## [Data provided]
---

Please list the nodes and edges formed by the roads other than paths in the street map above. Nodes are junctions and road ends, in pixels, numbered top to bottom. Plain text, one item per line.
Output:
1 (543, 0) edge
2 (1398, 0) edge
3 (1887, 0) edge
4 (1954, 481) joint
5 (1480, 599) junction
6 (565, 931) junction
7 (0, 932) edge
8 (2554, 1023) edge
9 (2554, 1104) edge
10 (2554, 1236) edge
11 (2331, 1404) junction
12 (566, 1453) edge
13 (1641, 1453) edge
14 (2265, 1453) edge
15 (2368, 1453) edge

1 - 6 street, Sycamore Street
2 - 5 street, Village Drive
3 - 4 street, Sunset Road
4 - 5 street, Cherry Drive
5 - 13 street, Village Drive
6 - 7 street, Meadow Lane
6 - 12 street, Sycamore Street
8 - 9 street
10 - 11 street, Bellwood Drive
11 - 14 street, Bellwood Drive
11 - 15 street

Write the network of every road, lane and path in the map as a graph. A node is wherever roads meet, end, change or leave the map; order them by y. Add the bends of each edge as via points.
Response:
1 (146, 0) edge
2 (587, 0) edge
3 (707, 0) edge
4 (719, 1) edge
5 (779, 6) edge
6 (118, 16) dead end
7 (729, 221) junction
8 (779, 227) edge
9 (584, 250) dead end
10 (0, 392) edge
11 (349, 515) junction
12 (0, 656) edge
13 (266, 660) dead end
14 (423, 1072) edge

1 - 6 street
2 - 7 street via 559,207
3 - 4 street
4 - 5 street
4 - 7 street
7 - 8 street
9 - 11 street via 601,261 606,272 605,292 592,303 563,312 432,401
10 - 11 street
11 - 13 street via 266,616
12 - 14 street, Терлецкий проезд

---

## [Exercise]
Each record above should be set down again in its exact wording.

## [Answer]
Please list the nodes and edges formed by the roads other than paths in the street map above. Nodes are junctions and road ends, in pixels, numbered top to bottom. Plain text, one item per line.
Output:
1 (543, 0) edge
2 (1398, 0) edge
3 (1887, 0) edge
4 (1954, 481) joint
5 (1480, 599) junction
6 (565, 931) junction
7 (0, 932) edge
8 (2554, 1023) edge
9 (2554, 1104) edge
10 (2554, 1236) edge
11 (2331, 1404) junction
12 (566, 1453) edge
13 (1641, 1453) edge
14 (2265, 1453) edge
15 (2368, 1453) edge

1 - 6 street, Sycamore Street
2 - 5 street, Village Drive
3 - 4 street, Sunset Road
4 - 5 street, Cherry Drive
5 - 13 street, Village Drive
6 - 7 street, Meadow Lane
6 - 12 street, Sycamore Street
8 - 9 street
10 - 11 street, Bellwood Drive
11 - 14 street, Bellwood Drive
11 - 15 street

Write the network of every road, lane and path in the map as a graph. A node is wherever roads meet, end, change or leave the map; order them by y. Add the bends of each edge as via points.
Response:
1 (146, 0) edge
2 (587, 0) edge
3 (707, 0) edge
4 (719, 1) edge
5 (779, 6) edge
6 (118, 16) dead end
7 (729, 221) junction
8 (779, 227) edge
9 (584, 250) dead end
10 (0, 392) edge
11 (349, 515) junction
12 (0, 656) edge
13 (266, 660) dead end
14 (423, 1072) edge

1 - 6 street
2 - 7 street via 559,207
3 - 4 street
4 - 5 street
4 - 7 street
7 - 8 street
9 - 11 street via 601,261 606,272 605,292 592,303 563,312 432,401
10 - 11 street
11 - 13 street via 266,616
12 - 14 street, Терлецкий проезд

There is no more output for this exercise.